Yuman music is the music of Yumans, a group of Native American tribes from what is now Southern California and Baja California. They include Paipai, Havasupai, Yavapai, Walapai, Mohave, Quechan, Maricopa, Tipai-Ipai, Cocopa, and Kiliwa people. Folk songs in Yuma culture are said to be given to a person while dreaming. Many individuals who are in emotional distress go to a secluded area for a few weeks, there to receive new songs.

==Singing==
The songs are sung in particular cycles. Among Mohave people, a cycle could consist of 50–200 songs. Together thirty song cycles exists, all of which were initially dreamed by singers. A complete song cycle took an entire night to perform, which would be accompanied by gourd rattles or beating on baskets.

==Instruments==
While singing is the focus of Yuman music, it can be accompanied by rattles, which can be made of gourd or tin cans.

==Documenting==
Daniel Golding a Quechan filmmaker created the documentary, "Songs of the Colorado," featuring singers from Yuman speaking tribes in Arizona and Mexico. Of the music, Golding says, "The songs are all sung in the language, so if you're not learning and picking up the language, then you won't be able to understand the songs ... there are actually words telling stories..."

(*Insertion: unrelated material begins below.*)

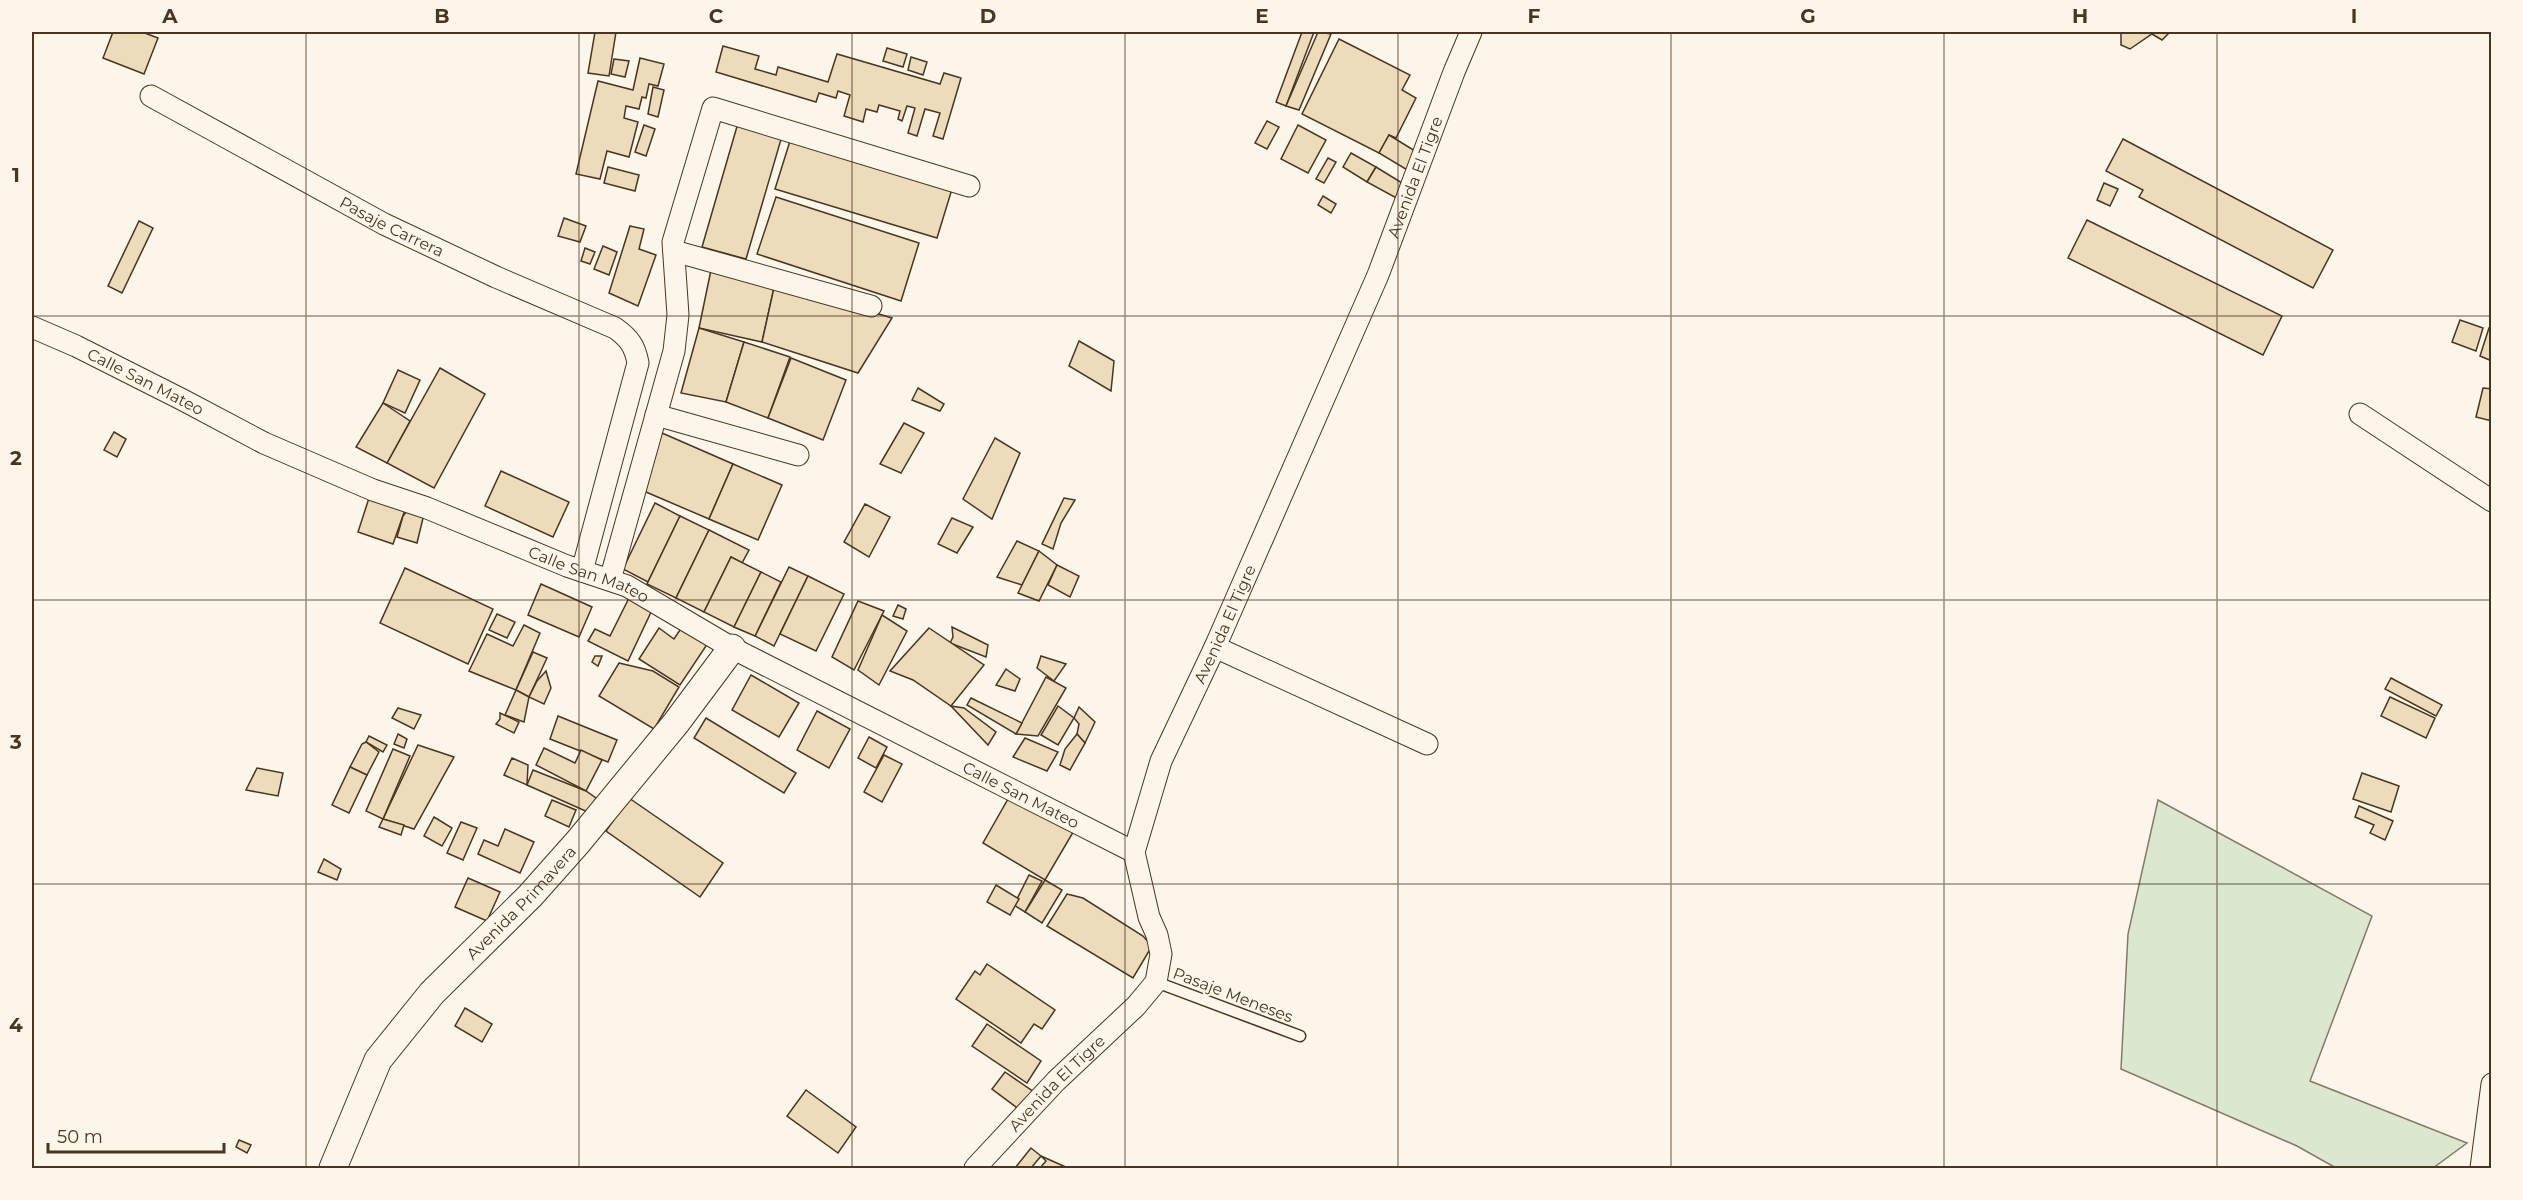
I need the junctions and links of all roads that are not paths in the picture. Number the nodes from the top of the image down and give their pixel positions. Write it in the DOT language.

==Evolving musical forms==
An intertribal marching band called the Yuman Indian Band dates back at least to the 1920s. Composed of Quechan, Mohave, and other tribal members, they changed their name to the Quechan Indian Band in 1981.

==Notable people==
Preston Arrow-Weed, a Quechan elder and lead singer, Vernon Smith (Quechan), and Dale Phillips, vice chairman of the Cocopah Indian Tribe are some of the foremost Yuman musicians today. Jefferson Lewis is a younger singer.